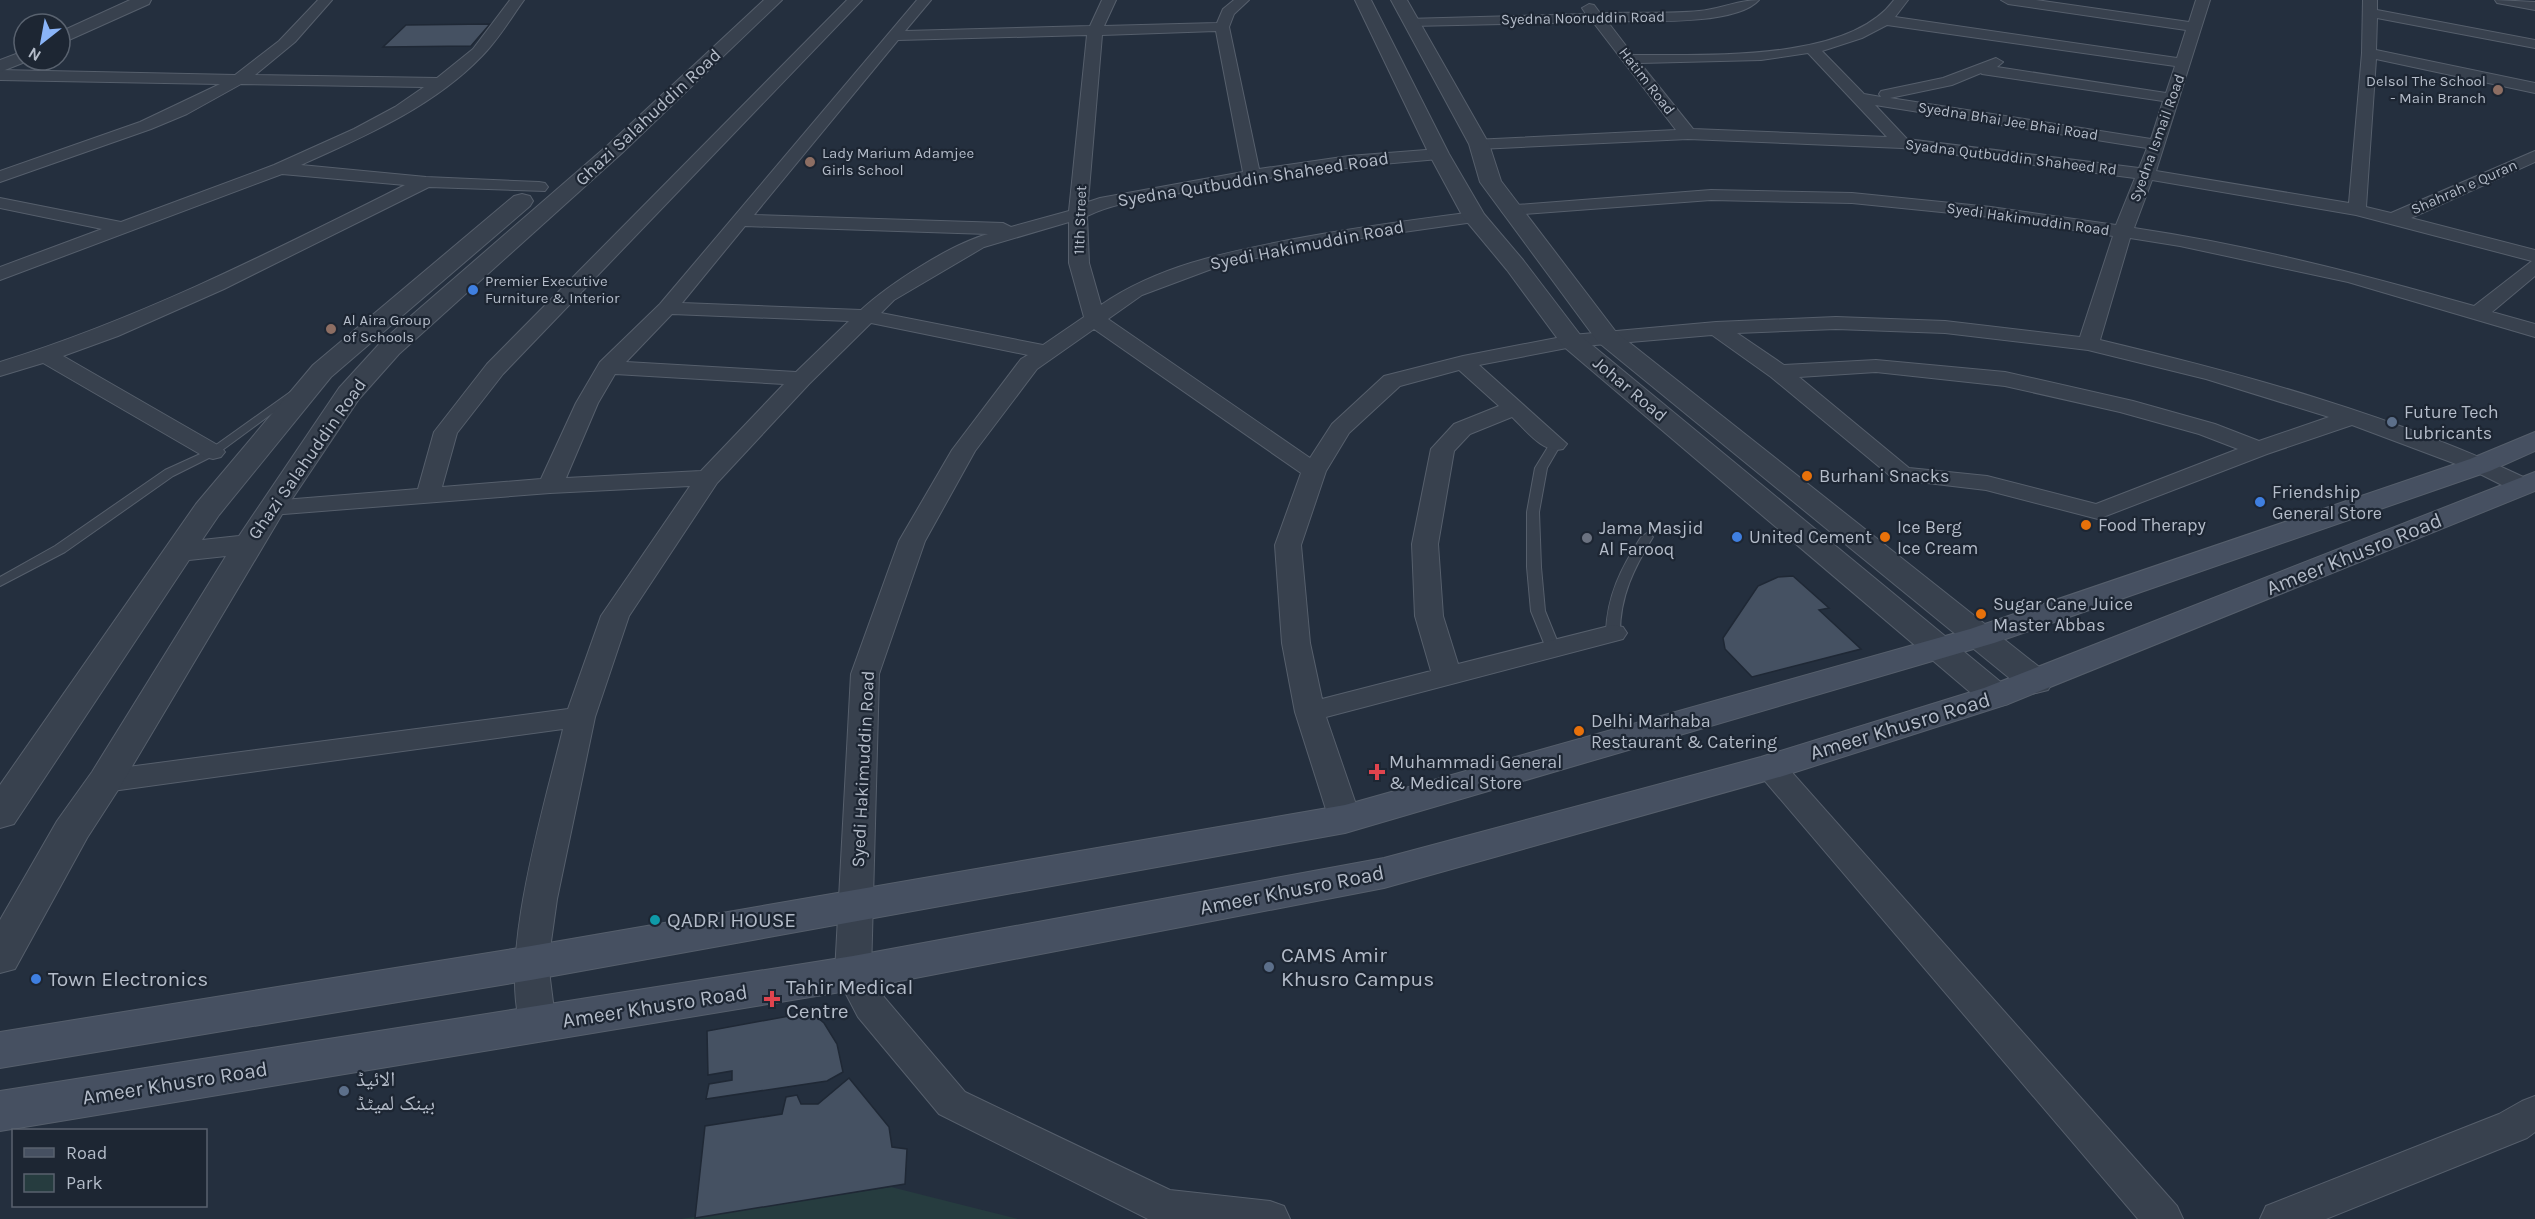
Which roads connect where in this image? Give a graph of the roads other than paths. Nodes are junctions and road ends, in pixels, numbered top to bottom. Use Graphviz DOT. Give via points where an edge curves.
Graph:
graph roads {
  1 [pos="144,0"];
  2 [pos="325,0"];
  3 [pos="517,0"];
  4 [pos="744,0"];
  5 [pos="774,0"];
  6 [pos="855,0"];
  7 [pos="924,0"];
  8 [pos="1098,0"];
  9 [pos="1109,0"];
  10 [pos="1242,0"];
  11 [pos="1582,0"];
  12 [pos="1752,0"];
  13 [pos="1901,0"];
  14 [pos="2008,0"];
  15 [pos="2203,0"];
  16 [pos="2352,0"];
  17 [pos="2502,0"];
  18 [pos="2370,5"];
  19 [pos="2535,6"];
  20 [pos="1368,9"];
  21 [pos="1406,13"];
  22 [pos="1599,18"];
  23 [pos="1884,20"];
  24 [pos="1222,27"];
  25 [pos="2196,27"];
  26 [pos="1095,30"];
  27 [pos="72,33"];
  28 [pos="895,36"];
  29 [pos="2030,41"];
  30 [pos="2535,44"];
  31 [pos="1813,50"];
  32 [pos="2369,53"];
  33 [pos="1630,59"];
  34 [pos="2184,63"];
  35 [pos="1982,69"];
  36 [pos="0,75"];
  37 [pos="236,81"];
  38 [pos="441,82"];
  39 [pos="2535,88"];
  40 [pos="1860,98"];
  41 [pos="2171,98"];
  42 [pos="1688,134"];
  43 [pos="1478,142"];
  44 [pos="1902,143"];
  45 [pos="2157,145"];
  46 [pos="1437,148"];
  47 [pos="2535,156"];
  48 [pos="280,169"];
  49 [pos="2145,174"];
  50 [pos="1252,176"];
  51 [pos="0,177"];
  52 [pos="426,182"];
  53 [pos="539,187"];
  54 [pos="0,202"];
  55 [pos="1510,210"];
  56 [pos="2357,210"];
  57 [pos="1078,214"];
  58 [pos="1474,217"];
  59 [pos="2394,219"];
  60 [pos="741,220"];
  61 [pos="123,228"];
  62 [pos="1022,230"];
  63 [pos="2123,232"];
  64 [pos="2535,256"];
  65 [pos="2535,266"];
  66 [pos="0,274"];
  67 [pos="667,308"];
  68 [pos="2478,313"];
  69 [pos="866,316"];
  70 [pos="1095,320"];
  71 [pos="1716,328"];
  72 [pos="2535,331"];
  73 [pos="1606,337"];
  74 [pos="1572,341"];
  75 [pos="2088,344"];
  76 [pos="1047,352"];
  77 [pos="47,356"];
  78 [pos="1463,362"];
  79 [pos="608,367"];
  80 [pos="0,369"];
  81 [pos="322,372"];
  82 [pos="1779,372"];
  83 [pos="801,379"];
  84 [pos="1515,408"];
  85 [pos="2352,417"];
  86 [pos="2535,441"];
  87 [pos="1555,444"];
  88 [pos="2259,449"];
  89 [pos="213,452"];
  90 [pos="2480,465"];
  91 [pos="1314,471"];
  92 [pos="708,478"];
  93 [pos="2529,483"];
  94 [pos="549,486"];
  95 [pos="428,495"];
  96 [pos="271,508"];
  97 [pos="1647,537"];
  98 [pos="249,544"];
  99 [pos="178,552"];
  100 [pos="0,582"];
  101 [pos="1613,633"];
  102 [pos="1982,636"];
  103 [pos="1553,648"];
  104 [pos="1940,649"];
  105 [pos="1448,676"];
  106 [pos="2036,682"];
  107 [pos="1996,696"];
  108 [pos="1310,712"];
  109 [pos="580,717"];
  110 [pos="1770,767"];
  111 [pos="105,781"];
  112 [pos="0,814"];
  113 [pos="1345,819"];
  114 [pos="856,904"];
  115 [pos="0,957"];
  116 [pos="531,963"];
  117 [pos="853,973"];
  118 [pos="538,1026"];
  119 [pos="0,1050"];
  120 [pos="0,1111"];
  121 [pos="2535,1112"];
  122 [pos="1270,1219"];
  123 [pos="2163,1219"];
  124 [pos="2280,1219"];
  1 -- 27 [label="street"];
  2 -- 37 [label="street" via="278,50"];
  3 -- 38 [label="street" via="478,52"];
  4 -- 53 [label="street, Ghazi Salahuddin Road"];
  5 -- 96 [label="street, Ghazi Salahuddin Road" via="615,149 390,348 348,394"];
  6 -- 95 [label="street" via="495,369 446,432"];
  7 -- 28 [label="street"];
  8 -- 9 [label="street"];
  9 -- 26 [label="street, 11th Street"];
  10 -- 24 [label="street" via="1228,12"];
  11 -- 22 [label="street, Hatim Road"];
  12 -- 22 [label="street, Syedna Nooruddin Road" via="1733,10 1699,15"];
  13 -- 23 [label="street"];
  14 -- 25 [label="street"];
  15 -- 25 [label="street, Syedna Ismail Road"];
  16 -- 18 [label="street"];
  17 -- 19 [label="street"];
  18 -- 30 [label="street"];
  18 -- 32 [label="street"];
  20 -- 21 [label="street"];
  20 -- 46 [label="street, Johar Road"];
  21 -- 22 [label="street, Syedna Nooruddin Road"];
  21 -- 43 [label="street, Johar Road"];
  22 -- 33 [label="street, Hatim Road"];
  23 -- 29 [label="street"];
  23 -- 31 [label="street" via="1852,37"];
  24 -- 26 [label="street"];
  24 -- 50 [label="street"];
  25 -- 34 [label="street, Syedna Ismail Road"];
  26 -- 28 [label="street"];
  26 -- 57 [label="street, 11th Street"];
  28 -- 60 [label="street"];
  29 -- 34 [label="street"];
  29 -- 35 [label="street"];
  31 -- 33 [label="street"];
  31 -- 40 [label="street"];
  32 -- 39 [label="street"];
  32 -- 56 [label="street"];
  33 -- 42 [label="street, Hatim Road"];
  34 -- 41 [label="street, Syedna Ismail Road"];
  35 -- 40 [label="street" via="1915,90"];
  35 -- 41 [label="street"];
  36 -- 37 [label="street"];
  37 -- 38 [label="street"];
  37 -- 51 [label="street" via="122,135"];
  38 -- 48 [label="street" via="401,110"];
  40 -- 44 [label="street"];
  40 -- 45 [label="street, Syedna Bhai Jee Bhai Road"];
  41 -- 45 [label="street, Syedna Ismail Road"];
  42 -- 43 [label="street, Syadna Qutbuddin Shaheed Rd"];
  42 -- 44 [label="street, Syadna Qutbuddin Shaheed Rd"];
  43 -- 46 [label="street"];
  43 -- 55 [label="street, Johar Road" via="1491,182"];
  44 -- 49 [label="street, Syadna Qutbuddin Shaheed Rd"];
  45 -- 49 [label="street, Syedna Ismail Road"];
  46 -- 50 [label="street, Syedna Qutbuddin Shaheed Road"];
  46 -- 58 [label="street, Johar Road"];
  47 -- 59 [label="street, Shahrah e Quran"];
  48 -- 52 [label="street"];
  48 -- 61 [label="street"];
  49 -- 56 [label="street, Syadna Qutbuddin Shaheed Rd"];
  49 -- 63 [label="street, Syedna Ismail Road"];
  50 -- 57 [label="street, Syedna Qutbuddin Shaheed Road" via="1100,203"];
  52 -- 53 [label="street"];
  52 -- 77 [label="street" via="159,312"];
  53 -- 81 [label="street, Ghazi Salahuddin Road"];
  54 -- 61 [label="street"];
  55 -- 63 [label="street, Syedi Hakimuddin Road" via="1711,195 1852,198 1991,212"];
  55 -- 73 [label="street, Johar Road"];
  56 -- 59 [label="street, Syadna Qutbuddin Shaheed Rd"];
  57 -- 62 [label="street, Syedna Qutbuddin Shaheed Road"];
  57 -- 70 [label="street, 11th Street" via="1079,263"];
  58 -- 70 [label="street, Syedi Hakimuddin Road" via="1361,232 1220,259 1135,291"];
  58 -- 74 [label="street, Johar Road"];
  59 -- 64 [label="street, Syadna Qutbuddin Shaheed Rd"];
  60 -- 62 [label="street"];
  60 -- 67 [label="street"];
  61 -- 66 [label="street"];
  62 -- 69 [label="street, Syedna Qutbuddin Shaheed Road" via="977,243 887,296"];
  63 -- 68 [label="street, Syedi Hakimuddin Road" via="2180,240 2352,277"];
  63 -- 75 [label="street, Syedna Ismail Road"];
  65 -- 68 [label="street"];
  67 -- 69 [label="street"];
  67 -- 79 [label="street"];
  68 -- 72 [label="street, Syedi Hakimuddin Road"];
  69 -- 76 [label="street"];
  69 -- 83 [label="street, Syedna Qutbuddin Shaheed Road"];
  70 -- 76 [label="street, Syedi Hakimuddin Road"];
  70 -- 91 [label="street"];
  71 -- 73 [label="street"];
  71 -- 75 [label="street" via="1893,324"];
  71 -- 82 [label="street"];
  73 -- 74 [label="street"];
  73 -- 102 [label="street, Johar Road"];
  74 -- 78 [label="street"];
  74 -- 104 [label="street, Johar Road"];
  75 -- 85 [label="street" via="2213,374"];
  76 -- 114 [label="street, Syedi Hakimuddin Road" via="1029,364 958,460 912,541 873,652 866,674"];
  77 -- 80 [label="street"];
  77 -- 89 [label="street"];
  78 -- 84 [label="street"];
  78 -- 91 [label="street" via="1392,381 1340,429"];
  79 -- 83 [label="street"];
  79 -- 94 [label="street"];
  81 -- 89 [label="lane"];
  81 -- 99 [label="street, Ghazi Salahuddin Road" via="207,510"];
  82 -- 88 [label="street" via="1876,366 2005,379 2125,406 2207,429"];
  82 -- 88 [label="street" via="1902,474 1987,483 2098,512"];
  83 -- 92 [label="street, Syedna Qutbuddin Shaheed Road"];
  84 -- 87 [label="street"];
  84 -- 105 [label="street" via="1462,429 1443,449 1425,544 1429,616"];
  85 -- 88 [label="street"];
  85 -- 90 [label="street"];
  86 -- 90 [label="main road, Ameer Khusro Road"];
  87 -- 103 [label="lane" via="1541,468 1533,512 1538,611"];
  89 -- 100 [label="lane" via="169,473 60,549"];
  90 -- 93 [label="street"];
  90 -- 102 [label="main road, Ameer Khusro Road"];
  91 -- 108 [label="street" via="1288,545 1296,643"];
  92 -- 94 [label="street"];
  92 -- 109 [label="street, Syedna Qutbuddin Shaheed Road" via="615,616"];
  93 -- 106 [label="main road, Ameer Khusro Road"];
  94 -- 95 [label="street"];
  95 -- 96 [label="street"];
  96 -- 98 [label="street, Ghazi Salahuddin Road"];
  97 -- 101 [label="lane" via="1623,573 1613,613"];
  98 -- 99 [label="street"];
  98 -- 111 [label="street, Ghazi Salahuddin Road"];
  99 -- 112 [label="street, Ghazi Salahuddin Road"];
  101 -- 103 [label="street"];
  102 -- 104 [label="main road, Ameer Khusro Road"];
  102 -- 106 [label="street, Johar Road"];
  103 -- 105 [label="street"];
  104 -- 107 [label="street, Johar Road"];
  104 -- 113 [label="main road, Ameer Khusro Road"];
  105 -- 108 [label="street"];
  106 -- 107 [label="main road, Ameer Khusro Road"];
  107 -- 110 [label="main road, Ameer Khusro Road"];
  108 -- 113 [label="street"];
  109 -- 111 [label="street"];
  109 -- 116 [label="street, Syedna Qutbuddin Shaheed Road" via="540,899"];
  110 -- 117 [label="main road, Ameer Khusro Road" via="1384,873"];
  110 -- 123 [label="street"];
  111 -- 115 [label="street, Ghazi Salahuddin Road" via="71,831"];
  113 -- 114 [label="main road, Ameer Khusro Road"];
  114 -- 116 [label="main road, Ameer Khusro Road"];
  114 -- 117 [label="street, Syedi Hakimuddin Road"];
  116 -- 118 [label="street, Syedna Qutbuddin Shaheed Road"];
  116 -- 119 [label="main road, Ameer Khusro Road"];
  117 -- 118 [label="main road, Ameer Khusro Road"];
  117 -- 122 [label="street" via="871,1007 952,1103 1166,1208"];
  118 -- 120 [label="main road, Ameer Khusro Road"];
  121 -- 124 [label="street" via="2513,1126"];
}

━━━━━━━━━━━━━━━━

> _WHAT YOU NEED TO DO_
Check every line in the entries for the word "roads". State how many have it, with no other text.

> _RESPONSE_
2